[[ MATERIAL SUPPLIED open ]]

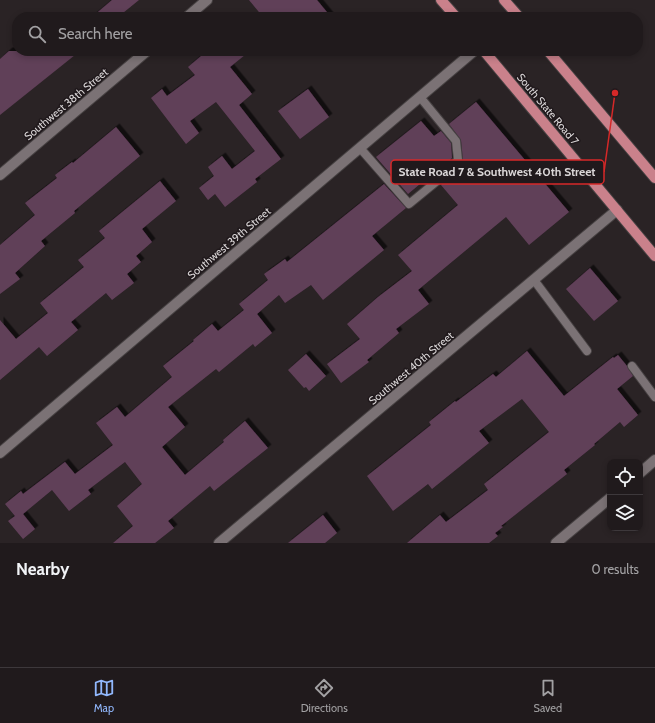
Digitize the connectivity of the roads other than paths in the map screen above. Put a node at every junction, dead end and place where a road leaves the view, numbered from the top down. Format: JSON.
{"nodes":[{"id":1,"x":207,"y":0,"type":"edge"},
{"id":2,"x":442,"y":0,"type":"edge"},
{"id":3,"x":504,"y":0,"type":"edge"},
{"id":4,"x":193,"y":12,"type":"edge"},
{"id":5,"x":452,"y":12,"type":"edge"},
{"id":6,"x":515,"y":12,"type":"edge"},
{"id":7,"x":141,"y":56,"type":"edge"},
{"id":8,"x":468,"y":56,"type":"edge"},
{"id":9,"x":488,"y":56,"type":"edge"},
{"id":10,"x":552,"y":56,"type":"edge"},
{"id":11,"x":420,"y":97,"type":"junction"},
{"id":12,"x":360,"y":148,"type":"junction"},
{"id":13,"x":0,"y":174,"type":"edge"},
{"id":14,"x":655,"y":178,"type":"edge"},
{"id":15,"x":617,"y":210,"type":"junction"},
{"id":16,"x":655,"y":256,"type":"edge"},
{"id":17,"x":534,"y":280,"type":"junction"},
{"id":18,"x":587,"y":351,"type":"dead end"},
{"id":19,"x":632,"y":366,"type":"dead end"},
{"id":20,"x":655,"y":397,"type":"edge"},
{"id":21,"x":0,"y":453,"type":"edge"},
{"id":22,"x":655,"y":460,"type":"edge"},
{"id":23,"x":643,"y":470,"type":"edge"},
{"id":24,"x":607,"y":500,"type":"edge"},
{"id":25,"x":219,"y":543,"type":"edge"},
{"id":26,"x":556,"y":543,"type":"edge"}],
"edges":[{"from":1,"to":4,"type":"street"},
{"from":2,"to":5,"type":"main road"},
{"from":3,"to":6,"type":"main road"},
{"from":7,"to":13,"type":"street","name":"Southwest 38th Street"},
{"from":8,"to":11,"type":"street","name":"Southwest 39th Street"},
{"from":9,"to":15,"type":"main road","name":"South State Road 7"},
{"from":10,"to":14,"type":"main road"},
{"from":11,"to":12,"type":"street","name":"Southwest 39th Street"},
{"from":11,"to":12,"type":"lane"},
{"from":12,"to":21,"type":"street","name":"Southwest 39th Street"},
{"from":15,"to":16,"type":"main road","name":"South State Road 7"},
{"from":15,"to":17,"type":"street","name":"Southwest 40th Street"},
{"from":17,"to":18,"type":"lane"},
{"from":17,"to":25,"type":"street","name":"Southwest 40th Street"},
{"from":19,"to":20,"type":"lane"},
{"from":22,"to":23,"type":"street"},
{"from":24,"to":26,"type":"street"}]}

[[ MATERIAL SUPPLIED closed ]]

* [WORK TO BE COMPLETED] The answer must be an exact copy of the records above, with the pictures left out.

* [EXERCISE ANSWER]
Digitize the connectivity of the roads other than paths in the map screen above. Put a node at every junction, dead end and place where a road leaves the view, numbered from the top down. Format: JSON.
{"nodes":[{"id":1,"x":207,"y":0,"type":"edge"},
{"id":2,"x":442,"y":0,"type":"edge"},
{"id":3,"x":504,"y":0,"type":"edge"},
{"id":4,"x":193,"y":12,"type":"edge"},
{"id":5,"x":452,"y":12,"type":"edge"},
{"id":6,"x":515,"y":12,"type":"edge"},
{"id":7,"x":141,"y":56,"type":"edge"},
{"id":8,"x":468,"y":56,"type":"edge"},
{"id":9,"x":488,"y":56,"type":"edge"},
{"id":10,"x":552,"y":56,"type":"edge"},
{"id":11,"x":420,"y":97,"type":"junction"},
{"id":12,"x":360,"y":148,"type":"junction"},
{"id":13,"x":0,"y":174,"type":"edge"},
{"id":14,"x":655,"y":178,"type":"edge"},
{"id":15,"x":617,"y":210,"type":"junction"},
{"id":16,"x":655,"y":256,"type":"edge"},
{"id":17,"x":534,"y":280,"type":"junction"},
{"id":18,"x":587,"y":351,"type":"dead end"},
{"id":19,"x":632,"y":366,"type":"dead end"},
{"id":20,"x":655,"y":397,"type":"edge"},
{"id":21,"x":0,"y":453,"type":"edge"},
{"id":22,"x":655,"y":460,"type":"edge"},
{"id":23,"x":643,"y":470,"type":"edge"},
{"id":24,"x":607,"y":500,"type":"edge"},
{"id":25,"x":219,"y":543,"type":"edge"},
{"id":26,"x":556,"y":543,"type":"edge"}],
"edges":[{"from":1,"to":4,"type":"street"},
{"from":2,"to":5,"type":"main road"},
{"from":3,"to":6,"type":"main road"},
{"from":7,"to":13,"type":"street","name":"Southwest 38th Street"},
{"from":8,"to":11,"type":"street","name":"Southwest 39th Street"},
{"from":9,"to":15,"type":"main road","name":"South State Road 7"},
{"from":10,"to":14,"type":"main road"},
{"from":11,"to":12,"type":"street","name":"Southwest 39th Street"},
{"from":11,"to":12,"type":"lane"},
{"from":12,"to":21,"type":"street","name":"Southwest 39th Street"},
{"from":15,"to":16,"type":"main road","name":"South State Road 7"},
{"from":15,"to":17,"type":"street","name":"Southwest 40th Street"},
{"from":17,"to":18,"type":"lane"},
{"from":17,"to":25,"type":"street","name":"Southwest 40th Street"},
{"from":19,"to":20,"type":"lane"},
{"from":22,"to":23,"type":"street"},
{"from":24,"to":26,"type":"street"}]}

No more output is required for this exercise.